-- RECORD EXCERPTS follows --

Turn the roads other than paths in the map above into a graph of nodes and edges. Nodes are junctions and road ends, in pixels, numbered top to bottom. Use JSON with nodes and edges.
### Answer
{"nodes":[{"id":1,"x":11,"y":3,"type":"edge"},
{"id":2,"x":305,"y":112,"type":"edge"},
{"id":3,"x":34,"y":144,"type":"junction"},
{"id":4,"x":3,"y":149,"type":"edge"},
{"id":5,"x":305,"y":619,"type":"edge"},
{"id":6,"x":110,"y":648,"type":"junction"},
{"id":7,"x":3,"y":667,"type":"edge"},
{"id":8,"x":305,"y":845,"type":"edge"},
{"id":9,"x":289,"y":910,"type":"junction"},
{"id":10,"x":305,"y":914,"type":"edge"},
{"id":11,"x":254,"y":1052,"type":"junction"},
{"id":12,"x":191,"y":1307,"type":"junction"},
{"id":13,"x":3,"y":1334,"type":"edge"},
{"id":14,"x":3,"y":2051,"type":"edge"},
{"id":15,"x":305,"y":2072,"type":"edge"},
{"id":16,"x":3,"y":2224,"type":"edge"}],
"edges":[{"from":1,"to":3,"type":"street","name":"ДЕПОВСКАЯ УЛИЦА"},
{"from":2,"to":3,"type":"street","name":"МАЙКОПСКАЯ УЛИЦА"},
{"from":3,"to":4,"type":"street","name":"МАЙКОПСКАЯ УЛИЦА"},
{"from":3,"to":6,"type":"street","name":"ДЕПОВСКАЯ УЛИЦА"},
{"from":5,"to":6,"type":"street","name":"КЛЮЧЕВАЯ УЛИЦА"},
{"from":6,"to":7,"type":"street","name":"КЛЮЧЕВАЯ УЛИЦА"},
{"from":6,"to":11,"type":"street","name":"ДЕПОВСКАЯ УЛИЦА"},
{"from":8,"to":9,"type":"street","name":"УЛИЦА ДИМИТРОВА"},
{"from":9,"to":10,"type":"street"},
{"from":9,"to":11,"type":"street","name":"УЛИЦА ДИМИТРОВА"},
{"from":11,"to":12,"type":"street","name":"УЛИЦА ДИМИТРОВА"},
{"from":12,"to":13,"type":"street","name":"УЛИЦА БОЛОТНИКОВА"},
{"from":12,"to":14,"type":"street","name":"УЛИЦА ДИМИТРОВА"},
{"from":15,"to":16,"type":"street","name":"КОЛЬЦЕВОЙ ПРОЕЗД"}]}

-- RECORD EXCERPTS concluded --

- _WHAT THE TASK ASKS_
Output every record exactly as written, with nothing dropped.

- _RESULT OF THE EXERCISE_
Turn the roads other than paths in the map above into a graph of nodes and edges. Nodes are junctions and road ends, in pixels, numbered top to bottom. Use JSON with nodes and edges.
### Answer
{"nodes":[{"id":1,"x":11,"y":3,"type":"edge"},
{"id":2,"x":305,"y":112,"type":"edge"},
{"id":3,"x":34,"y":144,"type":"junction"},
{"id":4,"x":3,"y":149,"type":"edge"},
{"id":5,"x":305,"y":619,"type":"edge"},
{"id":6,"x":110,"y":648,"type":"junction"},
{"id":7,"x":3,"y":667,"type":"edge"},
{"id":8,"x":305,"y":845,"type":"edge"},
{"id":9,"x":289,"y":910,"type":"junction"},
{"id":10,"x":305,"y":914,"type":"edge"},
{"id":11,"x":254,"y":1052,"type":"junction"},
{"id":12,"x":191,"y":1307,"type":"junction"},
{"id":13,"x":3,"y":1334,"type":"edge"},
{"id":14,"x":3,"y":2051,"type":"edge"},
{"id":15,"x":305,"y":2072,"type":"edge"},
{"id":16,"x":3,"y":2224,"type":"edge"}],
"edges":[{"from":1,"to":3,"type":"street","name":"ДЕПОВСКАЯ УЛИЦА"},
{"from":2,"to":3,"type":"street","name":"МАЙКОПСКАЯ УЛИЦА"},
{"from":3,"to":4,"type":"street","name":"МАЙКОПСКАЯ УЛИЦА"},
{"from":3,"to":6,"type":"street","name":"ДЕПОВСКАЯ УЛИЦА"},
{"from":5,"to":6,"type":"street","name":"КЛЮЧЕВАЯ УЛИЦА"},
{"from":6,"to":7,"type":"street","name":"КЛЮЧЕВАЯ УЛИЦА"},
{"from":6,"to":11,"type":"street","name":"ДЕПОВСКАЯ УЛИЦА"},
{"from":8,"to":9,"type":"street","name":"УЛИЦА ДИМИТРОВА"},
{"from":9,"to":10,"type":"street"},
{"from":9,"to":11,"type":"street","name":"УЛИЦА ДИМИТРОВА"},
{"from":11,"to":12,"type":"street","name":"УЛИЦА ДИМИТРОВА"},
{"from":12,"to":13,"type":"street","name":"УЛИЦА БОЛОТНИКОВА"},
{"from":12,"to":14,"type":"street","name":"УЛИЦА ДИМИТРОВА"},
{"from":15,"to":16,"type":"street","name":"КОЛЬЦЕВОЙ ПРОЕЗД"}]}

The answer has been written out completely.